Dal 10 aprile 2026, il sistema EES sostituisce i timbri fisici con la biometria digitale. Cosa cambia concretamente per gli equipaggi e le operazioni charter in Mediterraneo.

14 maggio 2026 · 4 min di lettura

Dal 10 aprile 2026, i passaporti dei membri degli equipaggi extra-europei non ricevono più il timbro fisico di entrata e uscita dall’area Schengen. Il sistema EES (Entry/Exit System), introdotto gradualmente dall’ottobre 2025, è ora pienamente operativo in 25 stati membri dell’UE e in quattro paesi non-UE dello spazio Schengen. Una modifica apparentemente tecnica, che sta trasformando in profondità le procedure di immigrazione per i superyacht e sollevando interrogativi operativi urgenti in tutto il Mediterraneo.

Cosa cambia concretamente

L’EES sostituisce il timbro fisico sul passaporto con un registro digitale centralizzato. A ogni ingresso e uscita dallo spazio Schengen, i cittadini extra-UE che non necessitano di visto devono ora registrare i propri dati biometrici presso le autorità di frontiera: dati del passaporto, impronte digitali e riconoscimento facciale.

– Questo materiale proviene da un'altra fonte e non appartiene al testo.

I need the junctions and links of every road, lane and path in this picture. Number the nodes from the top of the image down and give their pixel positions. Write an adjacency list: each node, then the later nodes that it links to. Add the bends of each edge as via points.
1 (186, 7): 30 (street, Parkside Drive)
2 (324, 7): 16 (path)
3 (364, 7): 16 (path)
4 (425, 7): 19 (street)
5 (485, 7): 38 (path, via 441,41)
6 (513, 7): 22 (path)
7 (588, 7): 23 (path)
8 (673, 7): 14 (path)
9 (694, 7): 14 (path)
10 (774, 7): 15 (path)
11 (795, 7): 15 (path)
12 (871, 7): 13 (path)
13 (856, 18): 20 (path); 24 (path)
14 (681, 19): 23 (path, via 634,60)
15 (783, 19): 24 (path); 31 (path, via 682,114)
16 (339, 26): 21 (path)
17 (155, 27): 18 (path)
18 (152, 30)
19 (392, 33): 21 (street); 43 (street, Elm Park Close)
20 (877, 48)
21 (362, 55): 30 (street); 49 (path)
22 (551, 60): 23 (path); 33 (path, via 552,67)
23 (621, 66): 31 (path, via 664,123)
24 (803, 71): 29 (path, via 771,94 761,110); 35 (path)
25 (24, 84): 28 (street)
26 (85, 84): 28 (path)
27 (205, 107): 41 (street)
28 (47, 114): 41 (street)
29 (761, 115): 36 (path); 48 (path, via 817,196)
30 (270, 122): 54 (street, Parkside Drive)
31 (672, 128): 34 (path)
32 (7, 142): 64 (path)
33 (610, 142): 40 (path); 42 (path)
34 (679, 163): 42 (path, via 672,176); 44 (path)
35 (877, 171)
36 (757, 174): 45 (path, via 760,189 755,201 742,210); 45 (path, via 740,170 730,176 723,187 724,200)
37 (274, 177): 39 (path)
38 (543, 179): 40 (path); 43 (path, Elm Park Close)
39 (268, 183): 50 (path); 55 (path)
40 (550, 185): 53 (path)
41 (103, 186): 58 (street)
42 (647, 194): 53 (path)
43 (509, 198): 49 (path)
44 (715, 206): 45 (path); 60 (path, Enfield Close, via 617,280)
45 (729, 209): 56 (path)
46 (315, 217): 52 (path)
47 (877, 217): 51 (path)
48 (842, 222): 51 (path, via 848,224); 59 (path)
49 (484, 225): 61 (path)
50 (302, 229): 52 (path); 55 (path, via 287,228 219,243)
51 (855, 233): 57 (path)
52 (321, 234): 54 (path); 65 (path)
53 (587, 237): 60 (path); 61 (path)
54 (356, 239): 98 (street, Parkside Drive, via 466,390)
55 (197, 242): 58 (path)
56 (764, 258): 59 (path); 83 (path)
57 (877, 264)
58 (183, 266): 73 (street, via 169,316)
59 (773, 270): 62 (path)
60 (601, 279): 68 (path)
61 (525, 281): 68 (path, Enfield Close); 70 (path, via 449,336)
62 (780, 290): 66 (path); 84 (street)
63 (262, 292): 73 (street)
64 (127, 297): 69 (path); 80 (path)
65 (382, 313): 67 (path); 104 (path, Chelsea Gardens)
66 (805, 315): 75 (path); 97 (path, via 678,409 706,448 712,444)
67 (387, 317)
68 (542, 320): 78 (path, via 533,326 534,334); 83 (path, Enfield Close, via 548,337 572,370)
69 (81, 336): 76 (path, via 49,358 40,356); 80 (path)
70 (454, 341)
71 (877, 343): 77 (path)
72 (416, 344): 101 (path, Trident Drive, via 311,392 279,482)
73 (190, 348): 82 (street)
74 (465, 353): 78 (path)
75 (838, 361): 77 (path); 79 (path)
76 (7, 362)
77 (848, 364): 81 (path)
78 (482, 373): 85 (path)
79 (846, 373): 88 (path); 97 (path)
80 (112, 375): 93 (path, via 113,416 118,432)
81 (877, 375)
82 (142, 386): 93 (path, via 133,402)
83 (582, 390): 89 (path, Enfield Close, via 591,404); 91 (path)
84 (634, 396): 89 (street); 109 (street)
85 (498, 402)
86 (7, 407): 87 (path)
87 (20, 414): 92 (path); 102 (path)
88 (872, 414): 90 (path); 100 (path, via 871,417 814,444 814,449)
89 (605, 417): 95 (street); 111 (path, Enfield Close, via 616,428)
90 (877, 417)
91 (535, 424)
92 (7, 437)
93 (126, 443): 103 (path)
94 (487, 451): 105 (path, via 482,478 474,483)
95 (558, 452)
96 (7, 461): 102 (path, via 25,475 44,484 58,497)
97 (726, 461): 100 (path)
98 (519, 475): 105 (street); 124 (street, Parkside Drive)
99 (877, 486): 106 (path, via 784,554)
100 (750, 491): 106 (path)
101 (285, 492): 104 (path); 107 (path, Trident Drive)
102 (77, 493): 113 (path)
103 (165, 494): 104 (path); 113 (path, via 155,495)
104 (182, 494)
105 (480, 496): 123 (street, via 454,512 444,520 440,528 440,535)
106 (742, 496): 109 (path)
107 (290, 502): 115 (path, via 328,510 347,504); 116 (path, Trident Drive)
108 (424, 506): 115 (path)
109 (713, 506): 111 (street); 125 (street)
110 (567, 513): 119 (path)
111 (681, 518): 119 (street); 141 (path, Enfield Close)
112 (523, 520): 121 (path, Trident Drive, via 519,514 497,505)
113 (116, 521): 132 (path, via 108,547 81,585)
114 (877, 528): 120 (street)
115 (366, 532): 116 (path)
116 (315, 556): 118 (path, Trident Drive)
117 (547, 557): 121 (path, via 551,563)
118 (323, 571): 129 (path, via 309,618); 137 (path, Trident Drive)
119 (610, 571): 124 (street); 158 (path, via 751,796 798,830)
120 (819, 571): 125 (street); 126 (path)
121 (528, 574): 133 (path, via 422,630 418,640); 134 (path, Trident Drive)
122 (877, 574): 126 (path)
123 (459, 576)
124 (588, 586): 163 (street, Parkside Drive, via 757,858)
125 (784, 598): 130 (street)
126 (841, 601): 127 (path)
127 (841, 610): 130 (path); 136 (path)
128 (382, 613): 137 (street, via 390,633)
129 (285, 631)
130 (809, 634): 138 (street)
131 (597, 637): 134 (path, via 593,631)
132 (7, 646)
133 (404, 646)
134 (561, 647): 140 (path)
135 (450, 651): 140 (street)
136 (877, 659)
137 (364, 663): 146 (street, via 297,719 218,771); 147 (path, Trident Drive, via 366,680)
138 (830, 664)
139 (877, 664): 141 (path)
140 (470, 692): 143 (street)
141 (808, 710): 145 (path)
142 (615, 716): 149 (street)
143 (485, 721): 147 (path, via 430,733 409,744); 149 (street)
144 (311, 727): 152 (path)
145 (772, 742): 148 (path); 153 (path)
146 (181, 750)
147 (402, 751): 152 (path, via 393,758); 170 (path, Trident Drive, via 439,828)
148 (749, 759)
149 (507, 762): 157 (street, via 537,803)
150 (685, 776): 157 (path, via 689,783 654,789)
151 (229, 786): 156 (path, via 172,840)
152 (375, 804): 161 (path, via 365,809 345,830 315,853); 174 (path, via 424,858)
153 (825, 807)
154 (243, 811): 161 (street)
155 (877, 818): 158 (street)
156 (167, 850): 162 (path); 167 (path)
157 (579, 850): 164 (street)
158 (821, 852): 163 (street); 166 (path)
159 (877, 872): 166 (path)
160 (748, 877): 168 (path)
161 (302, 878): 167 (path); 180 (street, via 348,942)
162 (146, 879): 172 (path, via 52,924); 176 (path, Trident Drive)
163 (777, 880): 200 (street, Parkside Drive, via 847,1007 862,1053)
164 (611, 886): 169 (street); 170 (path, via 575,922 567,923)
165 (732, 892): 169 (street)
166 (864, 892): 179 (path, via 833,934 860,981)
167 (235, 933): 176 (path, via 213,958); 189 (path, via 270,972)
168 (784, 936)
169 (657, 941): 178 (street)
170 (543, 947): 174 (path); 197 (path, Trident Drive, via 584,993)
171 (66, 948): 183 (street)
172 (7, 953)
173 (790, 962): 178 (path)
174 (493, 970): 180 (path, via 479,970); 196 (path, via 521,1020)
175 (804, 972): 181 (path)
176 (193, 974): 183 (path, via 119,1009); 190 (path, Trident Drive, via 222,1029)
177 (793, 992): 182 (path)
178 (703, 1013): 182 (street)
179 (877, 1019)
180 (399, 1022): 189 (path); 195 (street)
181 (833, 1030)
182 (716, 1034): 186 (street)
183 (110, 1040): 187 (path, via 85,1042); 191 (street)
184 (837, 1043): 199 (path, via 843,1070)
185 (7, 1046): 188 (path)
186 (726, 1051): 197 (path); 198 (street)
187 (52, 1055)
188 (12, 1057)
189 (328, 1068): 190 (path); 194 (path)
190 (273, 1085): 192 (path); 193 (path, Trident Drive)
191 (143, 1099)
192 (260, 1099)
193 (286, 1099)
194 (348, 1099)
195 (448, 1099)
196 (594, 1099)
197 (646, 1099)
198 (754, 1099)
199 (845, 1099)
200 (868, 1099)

La regola dei 90 giorni su 180 resta invariata nel principio, ma la sua applicazione è ora automatizzata e rigorosa. Dove un timbro dimenticato o illeggibile lasciava talvolta un margine di interpretazione, il registro digitale non lascia alcuno spazio. Il sistema calcola in tempo reale i giorni rimanenti nell’area Schengen.

Il problema della partenza: chi può registrare cosa, e quando?

La modifica più significativa per gli operatori di yacht riguarda la registrazione della partenza. Prima dell’EES, un marinaio poteva far registrare la propria partenza al momento dell’imbarco, interrompendo così il conteggio dei 90 giorni. Con l’EES, la registrazione avviene solo al momento della partenza effettiva del natante verso acque extra-Schengen.

Per gli yacht in manutenzione prolungata o in cantiere — periodi che durano abitualmente da sei a otto mesi — questa distinzione è cruciale. Un membro dell’equipaggio extra-UE assegnato a un natante in refit a Genova, Barcellona o Marsiglia potrebbe trovarsi tecnicamente in violazione ben prima della fine dei lavori.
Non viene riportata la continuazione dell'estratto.